A nova legislação que rege os distratos
Esclarecidos os desenhos que levaram com que o legislador trabalhasse para fins
de estabelecer uma segurança quando da ocorrência de distratos de contratos que
envolvam venda e compra de imóveis, merecem ser tecidas considerações acerca de
alguns pontos da Lei n. 13.786/2018.
Como dito, a normativa em lume incluiu os artigos 35-A, 43-A e 67-A na
Lei n. 4.591/64.
De plano, é possível se observar que o artigo 35-A estabelecido na norma
em referência traz uma série de requisitos que deverão ser respeitados pelos
contratos que envolvam a compra e venda de imóveis no território nacional.
Confira-se:
“Art. 35-A. Os contratos de compra e
venda, promessa de venda, cessão ou promessa de cessão de unidades autônomas
integrantes de incorporação imobiliária serão iniciados por quadro-resumo, que
deverá conter:
I - o preço total a ser pago pelo
imóvel;
II - o valor da parcela do preço a
ser tratada como entrada, a sua forma de pagamento, com destaque para o valor
pago à vista, e os seus percentuais sobre o valor total do contrato;
III - o valor referente à corretagem,
suas condições de pagamento e a identificação precisa de seu beneficiário;
IV - a forma de pagamento do preço,
com indicação clara dos valores e vencimentos das parcelas;
V - os índices de correção monetária
aplicáveis ao contrato e, quando houver pluralidade de índices, o período de
aplicação de cada um;
VI - as consequências do desfazimento
do contrato, seja por meio de distrato, seja por meio de resolução contratual
motivada por inadimplemento de obrigação do adquirente ou do incorporador, com
destaque negritado para as penalidades aplicáveis e para os prazos para
devolução de valores ao adquirente;
VII - as taxas de juros eventualmente
aplicadas, se mensais ou anuais, se nominais ou efetivas, o seu período de
incidência e o sistema de amortização;
VIII - as informações acerca da
possibilidade do exercício, por parte do adquirente do imóvel, do direito de
arrependimento previsto no art. 49 da Lei nº 8.078, de 11 de setembro de 1990
(Código de Defesa do Consumidor), em todos os contratos firmados em estandes de
vendas e fora da sede do incorporador ou do estabelecimento comercial;
IX - o prazo para quitação das
obrigações pelo adquirente após a obtenção do auto de conclusão da obra pelo
incorporador;
X - as informações acerca dos ônus
que recaiam sobre o imóvel, em especial quando o vinculem como garantia real do
financiamento destinado à construção do investimento;
XI - o número do registro do memorial
de incorporação, a matrícula do imóvel e a identificação do cartório de
registro de imóveis competente;
XII - o termo final para obtenção do
auto de conclusão da obra (habite-se) e os efeitos contratuais da
intempestividade prevista no art. 43-A desta Lei.

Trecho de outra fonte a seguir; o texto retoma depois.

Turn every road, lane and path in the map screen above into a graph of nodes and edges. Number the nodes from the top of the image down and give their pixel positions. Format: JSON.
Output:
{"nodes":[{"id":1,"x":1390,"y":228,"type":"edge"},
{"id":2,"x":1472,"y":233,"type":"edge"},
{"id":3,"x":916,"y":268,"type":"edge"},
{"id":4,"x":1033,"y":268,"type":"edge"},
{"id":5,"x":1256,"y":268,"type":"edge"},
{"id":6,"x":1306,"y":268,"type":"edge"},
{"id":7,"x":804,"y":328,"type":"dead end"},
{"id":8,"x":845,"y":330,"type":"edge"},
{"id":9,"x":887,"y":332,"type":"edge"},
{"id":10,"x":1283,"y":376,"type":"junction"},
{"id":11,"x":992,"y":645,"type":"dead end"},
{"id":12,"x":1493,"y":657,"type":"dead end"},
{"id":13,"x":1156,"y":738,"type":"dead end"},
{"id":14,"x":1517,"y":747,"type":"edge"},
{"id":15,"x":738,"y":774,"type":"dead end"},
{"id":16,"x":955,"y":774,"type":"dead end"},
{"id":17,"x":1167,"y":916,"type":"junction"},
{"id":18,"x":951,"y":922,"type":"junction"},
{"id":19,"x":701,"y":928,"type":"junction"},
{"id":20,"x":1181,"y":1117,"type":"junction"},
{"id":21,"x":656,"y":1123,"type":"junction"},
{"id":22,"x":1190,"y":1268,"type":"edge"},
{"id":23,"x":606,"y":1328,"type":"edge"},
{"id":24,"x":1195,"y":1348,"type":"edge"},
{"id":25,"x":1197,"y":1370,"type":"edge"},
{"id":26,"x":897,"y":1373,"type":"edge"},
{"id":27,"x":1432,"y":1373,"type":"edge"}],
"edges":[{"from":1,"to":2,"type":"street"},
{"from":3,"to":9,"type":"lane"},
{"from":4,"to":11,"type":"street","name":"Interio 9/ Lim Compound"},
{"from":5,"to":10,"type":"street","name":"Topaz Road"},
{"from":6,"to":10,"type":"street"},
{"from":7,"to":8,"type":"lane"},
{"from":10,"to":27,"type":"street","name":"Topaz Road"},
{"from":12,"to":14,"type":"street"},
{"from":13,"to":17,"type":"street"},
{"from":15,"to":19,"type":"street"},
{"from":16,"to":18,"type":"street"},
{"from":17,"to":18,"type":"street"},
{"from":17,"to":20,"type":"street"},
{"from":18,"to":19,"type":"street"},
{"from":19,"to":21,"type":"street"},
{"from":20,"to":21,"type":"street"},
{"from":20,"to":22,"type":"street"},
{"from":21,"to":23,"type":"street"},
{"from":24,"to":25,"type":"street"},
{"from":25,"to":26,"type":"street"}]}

§ 1º Identificada a ausência de
quaisquer das informações previstas no caput deste artigo, será concedido prazo
de 30 (trinta) dias para aditamento do contrato e saneamento da omissão, findo
o qual, essa omissão, se não sanada, caracterizará justa causa para rescisão
contratual por parte do adquirente.
§ 2º A efetivação das consequências
do desfazimento do contrato, referidas no inciso VI do caput deste artigo,
dependerá de anuência prévia e específica do adquirente a seu respeito,
mediante assinatura junto a essas cláusulas, que deverão ser redigidas conforme
o disposto no § 4º do art. 54 da Lei nº 8.078, de 11 de setembro de 1990
(Código de Defesa do Consumidor).”
Notadamente, essas características insculpidas no texto legal buscam
trazer uma maior transparência aos negócios jurídicos que envolvam a compra e
venda de imóveis, de modo a facilitar a cognição dos adquirentes quanto aos
termos do ajuste em que se imitiram.
A respeito da adição do artigo 43-A à Lei n. 4.4.591/64, tem-se a
positivação do entendimento jurisprudencial pela legalidade da cláusula
prevendo a extensão do prazo de conclusão de obra em 180 (cento e oitenta) dias
corridos. A propósito:
Art. 43-A. A entrega do imóvel em até
180 (cento e oitenta) dias corridos da data estipulada contratualmente como
data prevista para conclusão do empreendimento, desde que expressamente
pactuado, de forma clara e destacada, não dará causa à resolução do contrato
por parte do adquirente nem ensejará o pagamento de qualquer penalidade pelo
incorporador.
§ 1º Se a entrega do imóvel
ultrapassar o prazo estabelecido no caput deste artigo, desde que o adquirente
não tenha dado causa ao atraso, poderá ser promovida por este a resolução do
contrato, sem prejuízo da devolução da integralidade de todos os valores pagos
e da multa estabelecida, em até 60 (sessenta) dias corridos contados da
resolução, corrigidos nos termos do § 8º do art. 67-A desta Lei.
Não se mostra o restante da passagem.